### What is expected
Whenever a line in the records below holds the string "Pisa", copy it out.
** Opening Exercise material block **
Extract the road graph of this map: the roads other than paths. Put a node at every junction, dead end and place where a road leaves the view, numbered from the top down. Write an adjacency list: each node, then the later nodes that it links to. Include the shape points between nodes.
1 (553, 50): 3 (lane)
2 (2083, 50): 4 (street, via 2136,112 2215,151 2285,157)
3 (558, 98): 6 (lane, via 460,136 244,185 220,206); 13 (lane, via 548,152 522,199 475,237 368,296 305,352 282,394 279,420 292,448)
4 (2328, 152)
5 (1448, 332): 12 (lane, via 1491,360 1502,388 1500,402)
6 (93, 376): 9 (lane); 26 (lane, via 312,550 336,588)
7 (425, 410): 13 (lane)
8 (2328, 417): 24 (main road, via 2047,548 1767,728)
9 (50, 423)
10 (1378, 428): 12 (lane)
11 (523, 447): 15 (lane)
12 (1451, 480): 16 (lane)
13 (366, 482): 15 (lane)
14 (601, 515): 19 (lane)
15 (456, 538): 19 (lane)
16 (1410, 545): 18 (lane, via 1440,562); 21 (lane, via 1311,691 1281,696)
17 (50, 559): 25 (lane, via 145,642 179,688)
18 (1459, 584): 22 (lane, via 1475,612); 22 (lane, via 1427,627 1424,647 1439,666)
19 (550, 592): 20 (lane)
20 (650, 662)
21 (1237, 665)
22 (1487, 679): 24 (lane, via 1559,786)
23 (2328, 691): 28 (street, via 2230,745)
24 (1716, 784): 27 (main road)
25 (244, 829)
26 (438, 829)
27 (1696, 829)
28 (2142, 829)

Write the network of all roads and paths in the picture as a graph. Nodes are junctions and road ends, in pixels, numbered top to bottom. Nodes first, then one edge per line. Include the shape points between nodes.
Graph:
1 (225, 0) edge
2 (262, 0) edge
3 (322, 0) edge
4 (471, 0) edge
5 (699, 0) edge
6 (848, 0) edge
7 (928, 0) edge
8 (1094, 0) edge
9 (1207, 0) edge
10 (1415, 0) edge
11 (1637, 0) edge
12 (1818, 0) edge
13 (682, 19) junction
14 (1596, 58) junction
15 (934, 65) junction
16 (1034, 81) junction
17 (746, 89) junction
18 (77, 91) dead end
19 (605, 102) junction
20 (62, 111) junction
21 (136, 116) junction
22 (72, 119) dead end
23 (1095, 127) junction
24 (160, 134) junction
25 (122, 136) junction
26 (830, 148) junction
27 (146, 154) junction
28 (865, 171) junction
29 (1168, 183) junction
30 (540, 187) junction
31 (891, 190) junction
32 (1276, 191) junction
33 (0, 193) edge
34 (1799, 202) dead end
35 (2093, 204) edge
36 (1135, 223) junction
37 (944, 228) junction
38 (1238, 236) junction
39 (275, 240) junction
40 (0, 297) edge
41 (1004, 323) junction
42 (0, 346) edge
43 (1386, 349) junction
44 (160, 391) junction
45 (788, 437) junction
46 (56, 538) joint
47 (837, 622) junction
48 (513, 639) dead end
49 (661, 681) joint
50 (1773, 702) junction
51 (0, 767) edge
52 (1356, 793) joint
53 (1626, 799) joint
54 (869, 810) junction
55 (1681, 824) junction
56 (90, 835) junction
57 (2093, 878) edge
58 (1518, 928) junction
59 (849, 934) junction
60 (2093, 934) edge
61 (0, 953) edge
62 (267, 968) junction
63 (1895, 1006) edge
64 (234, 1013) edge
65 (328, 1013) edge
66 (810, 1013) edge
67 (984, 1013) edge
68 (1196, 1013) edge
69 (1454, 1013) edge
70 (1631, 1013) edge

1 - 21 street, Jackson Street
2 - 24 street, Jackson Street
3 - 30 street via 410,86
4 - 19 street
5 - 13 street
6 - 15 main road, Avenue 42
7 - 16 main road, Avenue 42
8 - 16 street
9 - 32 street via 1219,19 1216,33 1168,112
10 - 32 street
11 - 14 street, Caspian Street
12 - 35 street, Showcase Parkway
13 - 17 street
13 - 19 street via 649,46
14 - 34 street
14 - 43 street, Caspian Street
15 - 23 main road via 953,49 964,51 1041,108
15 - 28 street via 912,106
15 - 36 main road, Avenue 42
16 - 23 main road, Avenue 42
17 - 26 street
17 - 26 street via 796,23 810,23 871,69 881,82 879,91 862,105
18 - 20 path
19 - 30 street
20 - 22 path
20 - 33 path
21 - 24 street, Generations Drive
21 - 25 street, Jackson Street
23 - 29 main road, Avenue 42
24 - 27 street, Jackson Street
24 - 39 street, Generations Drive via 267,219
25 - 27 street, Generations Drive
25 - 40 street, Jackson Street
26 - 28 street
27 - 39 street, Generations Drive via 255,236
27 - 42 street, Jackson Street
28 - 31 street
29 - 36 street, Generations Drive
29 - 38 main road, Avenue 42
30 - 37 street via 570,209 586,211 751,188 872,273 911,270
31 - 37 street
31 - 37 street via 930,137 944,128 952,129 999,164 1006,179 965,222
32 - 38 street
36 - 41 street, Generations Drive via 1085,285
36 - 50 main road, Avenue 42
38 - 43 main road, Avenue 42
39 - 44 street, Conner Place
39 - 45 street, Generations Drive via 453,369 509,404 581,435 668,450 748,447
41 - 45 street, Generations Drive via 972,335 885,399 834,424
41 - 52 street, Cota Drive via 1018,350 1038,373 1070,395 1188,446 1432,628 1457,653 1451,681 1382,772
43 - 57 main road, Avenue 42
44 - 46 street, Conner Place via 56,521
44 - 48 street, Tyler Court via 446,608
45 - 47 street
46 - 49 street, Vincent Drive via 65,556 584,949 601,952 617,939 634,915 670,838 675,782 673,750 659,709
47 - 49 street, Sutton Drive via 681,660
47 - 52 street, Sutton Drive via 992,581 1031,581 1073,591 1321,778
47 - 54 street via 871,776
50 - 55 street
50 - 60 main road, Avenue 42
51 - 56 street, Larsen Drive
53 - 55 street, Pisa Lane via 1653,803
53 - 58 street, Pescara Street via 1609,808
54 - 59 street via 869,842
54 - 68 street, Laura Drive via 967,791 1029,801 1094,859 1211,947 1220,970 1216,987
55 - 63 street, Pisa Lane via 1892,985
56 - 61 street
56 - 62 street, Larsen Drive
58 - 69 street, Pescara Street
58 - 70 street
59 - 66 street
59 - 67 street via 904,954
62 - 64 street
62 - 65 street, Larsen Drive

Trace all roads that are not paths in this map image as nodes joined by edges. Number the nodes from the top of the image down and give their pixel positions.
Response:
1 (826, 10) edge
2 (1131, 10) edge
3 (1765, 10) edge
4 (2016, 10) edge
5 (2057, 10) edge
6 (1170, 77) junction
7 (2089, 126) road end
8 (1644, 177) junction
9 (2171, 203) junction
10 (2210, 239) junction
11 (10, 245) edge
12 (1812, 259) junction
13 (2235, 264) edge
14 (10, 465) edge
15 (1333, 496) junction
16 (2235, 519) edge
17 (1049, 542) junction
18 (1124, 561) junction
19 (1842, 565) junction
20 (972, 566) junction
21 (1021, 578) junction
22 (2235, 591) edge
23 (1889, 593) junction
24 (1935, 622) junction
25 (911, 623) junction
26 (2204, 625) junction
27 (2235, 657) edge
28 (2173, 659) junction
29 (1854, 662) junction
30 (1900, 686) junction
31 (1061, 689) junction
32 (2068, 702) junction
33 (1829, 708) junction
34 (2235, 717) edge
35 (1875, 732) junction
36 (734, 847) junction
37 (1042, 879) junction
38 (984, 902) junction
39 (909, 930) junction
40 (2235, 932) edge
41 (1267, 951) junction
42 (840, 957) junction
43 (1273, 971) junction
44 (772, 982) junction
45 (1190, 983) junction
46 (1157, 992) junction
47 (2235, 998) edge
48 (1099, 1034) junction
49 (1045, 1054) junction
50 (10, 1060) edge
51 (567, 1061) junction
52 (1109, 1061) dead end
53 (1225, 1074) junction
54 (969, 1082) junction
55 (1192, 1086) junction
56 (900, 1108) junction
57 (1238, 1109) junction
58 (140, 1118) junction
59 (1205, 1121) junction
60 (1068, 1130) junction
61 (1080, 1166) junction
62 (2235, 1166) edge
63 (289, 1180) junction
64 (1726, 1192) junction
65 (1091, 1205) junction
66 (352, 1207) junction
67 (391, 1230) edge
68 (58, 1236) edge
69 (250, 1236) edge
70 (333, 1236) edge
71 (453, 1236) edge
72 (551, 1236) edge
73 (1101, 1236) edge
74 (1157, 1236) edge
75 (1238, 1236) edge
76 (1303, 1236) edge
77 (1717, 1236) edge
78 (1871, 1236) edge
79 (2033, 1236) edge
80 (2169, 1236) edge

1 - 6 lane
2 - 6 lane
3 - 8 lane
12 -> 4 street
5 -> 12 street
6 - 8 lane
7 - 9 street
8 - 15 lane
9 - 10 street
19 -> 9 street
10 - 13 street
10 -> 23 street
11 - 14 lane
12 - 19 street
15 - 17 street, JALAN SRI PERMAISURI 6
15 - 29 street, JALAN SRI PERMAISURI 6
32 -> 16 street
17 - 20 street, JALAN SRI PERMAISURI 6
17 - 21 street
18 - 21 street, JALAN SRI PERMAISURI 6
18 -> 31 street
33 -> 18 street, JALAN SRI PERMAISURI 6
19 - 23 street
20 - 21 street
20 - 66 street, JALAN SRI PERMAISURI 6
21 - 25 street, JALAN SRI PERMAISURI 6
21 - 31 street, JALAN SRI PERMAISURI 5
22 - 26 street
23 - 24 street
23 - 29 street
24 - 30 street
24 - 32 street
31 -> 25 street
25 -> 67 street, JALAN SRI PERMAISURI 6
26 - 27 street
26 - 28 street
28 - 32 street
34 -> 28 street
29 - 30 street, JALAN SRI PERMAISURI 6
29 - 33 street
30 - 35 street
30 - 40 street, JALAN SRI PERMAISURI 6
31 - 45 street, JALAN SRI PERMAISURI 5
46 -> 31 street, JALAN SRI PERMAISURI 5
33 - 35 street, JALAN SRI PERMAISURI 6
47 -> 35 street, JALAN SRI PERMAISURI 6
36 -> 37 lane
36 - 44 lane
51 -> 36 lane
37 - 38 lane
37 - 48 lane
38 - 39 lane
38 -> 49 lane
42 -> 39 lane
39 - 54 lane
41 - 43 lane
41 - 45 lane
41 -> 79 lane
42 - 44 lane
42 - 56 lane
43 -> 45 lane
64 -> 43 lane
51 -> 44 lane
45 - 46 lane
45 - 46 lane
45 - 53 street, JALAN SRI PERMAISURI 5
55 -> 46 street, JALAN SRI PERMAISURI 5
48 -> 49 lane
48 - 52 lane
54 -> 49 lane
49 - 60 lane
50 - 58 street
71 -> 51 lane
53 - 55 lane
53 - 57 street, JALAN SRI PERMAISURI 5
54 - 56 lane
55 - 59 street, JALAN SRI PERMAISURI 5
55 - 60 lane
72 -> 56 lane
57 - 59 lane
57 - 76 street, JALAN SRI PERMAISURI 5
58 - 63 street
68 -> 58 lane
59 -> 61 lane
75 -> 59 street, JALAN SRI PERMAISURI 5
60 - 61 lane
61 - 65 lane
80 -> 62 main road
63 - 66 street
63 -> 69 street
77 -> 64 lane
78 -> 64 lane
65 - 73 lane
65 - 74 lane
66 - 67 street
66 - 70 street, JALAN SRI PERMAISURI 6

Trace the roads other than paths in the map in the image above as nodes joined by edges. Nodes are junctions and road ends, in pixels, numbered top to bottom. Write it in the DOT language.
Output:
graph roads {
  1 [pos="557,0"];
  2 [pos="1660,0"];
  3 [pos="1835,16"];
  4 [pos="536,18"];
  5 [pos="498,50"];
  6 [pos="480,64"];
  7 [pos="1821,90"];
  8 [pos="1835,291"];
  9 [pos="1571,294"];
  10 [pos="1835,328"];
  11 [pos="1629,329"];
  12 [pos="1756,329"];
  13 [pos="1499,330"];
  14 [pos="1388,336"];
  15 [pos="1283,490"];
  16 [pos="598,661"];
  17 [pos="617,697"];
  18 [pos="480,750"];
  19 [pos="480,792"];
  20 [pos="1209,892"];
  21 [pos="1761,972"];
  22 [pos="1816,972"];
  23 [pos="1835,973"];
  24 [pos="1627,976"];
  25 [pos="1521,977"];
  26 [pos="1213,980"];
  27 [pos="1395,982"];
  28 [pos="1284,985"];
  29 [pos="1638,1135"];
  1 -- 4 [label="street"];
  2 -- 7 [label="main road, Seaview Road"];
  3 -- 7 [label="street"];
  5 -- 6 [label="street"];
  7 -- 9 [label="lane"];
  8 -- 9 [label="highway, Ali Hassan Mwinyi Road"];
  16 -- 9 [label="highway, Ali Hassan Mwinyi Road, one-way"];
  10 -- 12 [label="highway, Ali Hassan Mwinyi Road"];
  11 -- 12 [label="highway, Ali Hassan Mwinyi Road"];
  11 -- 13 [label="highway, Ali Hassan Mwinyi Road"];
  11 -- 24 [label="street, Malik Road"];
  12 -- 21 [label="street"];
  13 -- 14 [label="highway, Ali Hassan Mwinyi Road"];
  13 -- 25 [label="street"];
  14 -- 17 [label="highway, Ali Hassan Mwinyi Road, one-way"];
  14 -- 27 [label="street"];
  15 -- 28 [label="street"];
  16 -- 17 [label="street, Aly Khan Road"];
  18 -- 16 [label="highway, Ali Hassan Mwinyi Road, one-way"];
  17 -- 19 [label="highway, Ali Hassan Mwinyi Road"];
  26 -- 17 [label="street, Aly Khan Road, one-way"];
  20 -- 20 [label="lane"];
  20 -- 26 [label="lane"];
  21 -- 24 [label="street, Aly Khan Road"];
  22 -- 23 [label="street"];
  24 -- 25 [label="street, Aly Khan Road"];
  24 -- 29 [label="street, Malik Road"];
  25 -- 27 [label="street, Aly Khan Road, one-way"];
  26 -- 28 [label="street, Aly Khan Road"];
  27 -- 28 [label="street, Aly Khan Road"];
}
** Closing Exercise material block **
### Reply to the exercise
53 - 55 street, Pisa Lane via 1653,803
55 - 63 street, Pisa Lane via 1892,985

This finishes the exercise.